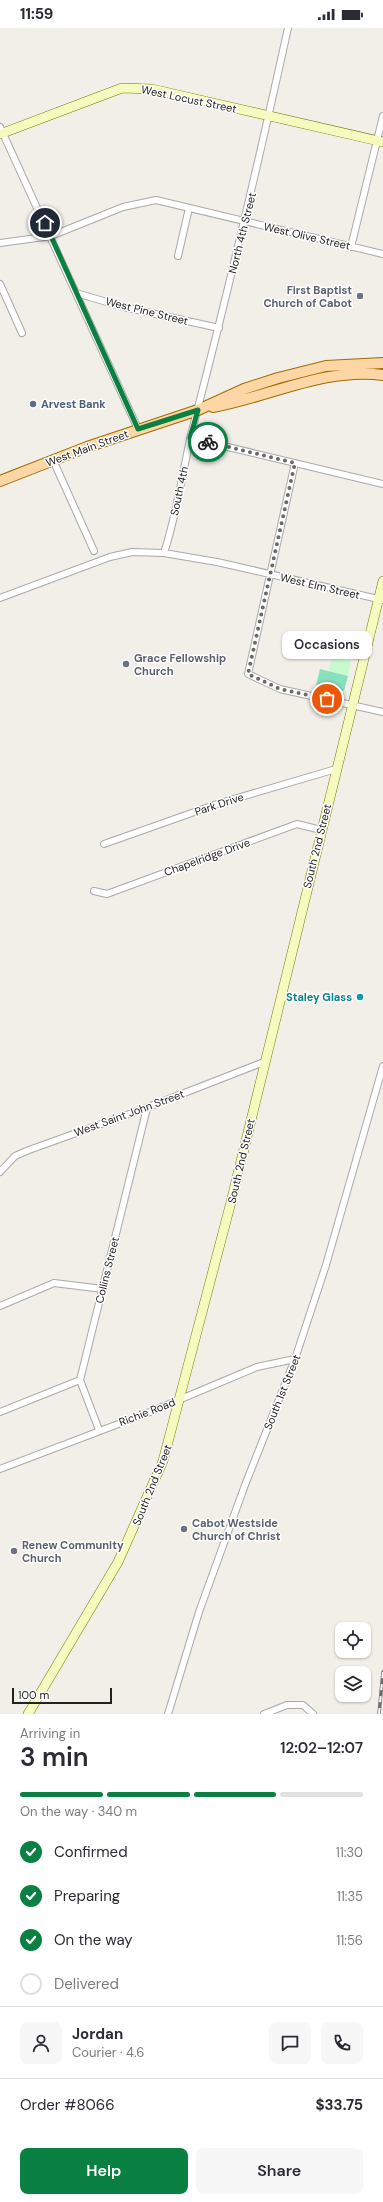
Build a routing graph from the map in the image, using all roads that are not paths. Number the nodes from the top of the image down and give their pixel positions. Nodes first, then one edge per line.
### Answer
1 (288, 28) edge
2 (383, 116) edge
3 (268, 117) junction
4 (1, 131) edge
5 (380, 142) edge
6 (189, 208) junction
7 (245, 222) junction
8 (50, 236) junction
9 (0, 243) edge
10 (351, 247) junction
11 (383, 254) edge
12 (178, 256) dead end
13 (0, 284) edge
14 (76, 293) junction
15 (219, 328) junction
16 (22, 333) dead end
17 (383, 363) edge
18 (383, 375) edge
19 (198, 410) junction
20 (138, 429) junction
21 (190, 438) junction
22 (53, 460) junction
23 (295, 463) junction
24 (0, 481) edge
25 (383, 484) edge
26 (94, 551) dead end
27 (164, 553) junction
28 (270, 575) junction
29 (383, 581) edge
30 (0, 598) edge
31 (381, 600) edge
32 (352, 704) junction
33 (383, 712) edge
34 (336, 769) junction
35 (321, 830) junction
36 (104, 844) dead end
37 (94, 891) dead end
38 (264, 1062) junction
39 (383, 1066) edge
40 (147, 1108) junction
41 (0, 1172) edge
42 (103, 1289) junction
43 (0, 1306) edge
44 (296, 1359) junction
45 (80, 1380) junction
46 (181, 1399) junction
47 (0, 1412) edge
48 (99, 1430) junction
49 (0, 1469) edge
50 (28, 1714) edge
51 (168, 1714) edge
52 (264, 1714) edge
53 (313, 1714) edge

1 - 3 street, North 4th Street
2 - 5 street
3 - 4 main road, West Locust Street
3 - 5 main road, West Locust Street
3 - 7 street, North 4th Street
4 - 8 street
5 - 10 street
6 - 7 street, West Olive Street
6 - 8 street, West Olive Street
6 - 12 street
7 - 10 street, West Olive Street
7 - 15 street, North 4th Street
8 - 9 street, West Olive Street
8 - 14 street
10 - 11 street, West Olive Street
13 - 16 street
14 - 15 street, West Pine Street
14 - 20 street
15 - 19 street, North 4th Street
17 - 19 main road, West Main Street
18 - 19 main road, West Main Street
19 - 20 main road, West Main Street
19 - 21 street, North 4th Street
20 - 22 main road, West Main Street
21 - 23 street
21 - 27 street, South 4th
22 - 24 main road, West Main Street
22 - 26 street
23 - 25 street
23 - 28 street
27 - 28 street, West Elm Street
27 - 30 street, West Elm Street
28 - 31 street, West Elm Street
28 - 32 street
29 - 31 main road, South 2nd Street
31 - 32 main road, South 2nd Street
32 - 33 street
32 - 34 main road, South 2nd Street
34 - 35 main road, South 2nd Street
34 - 36 street, Park Drive
35 - 37 street, Chapelridge Drive
35 - 38 main road, South 2nd Street
38 - 40 street, West Saint John Street
38 - 46 main road, South 2nd Street
39 - 44 street, South 1st Street
40 - 41 street, West Saint John Street
40 - 42 street, Collins Street
42 - 43 street
42 - 45 street, Collins Street
44 - 46 street, Richie Road
44 - 51 street, South 1st Street
45 - 47 street
45 - 48 street
46 - 48 street, Richie Road
46 - 50 main road, South 2nd Street
48 - 49 street, Richie Road
52 - 53 street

______________________________

For every line in the listing above that mentions the word "John", make a copy.

38 - 40 street, West Saint John Street
40 - 41 street, West Saint John Street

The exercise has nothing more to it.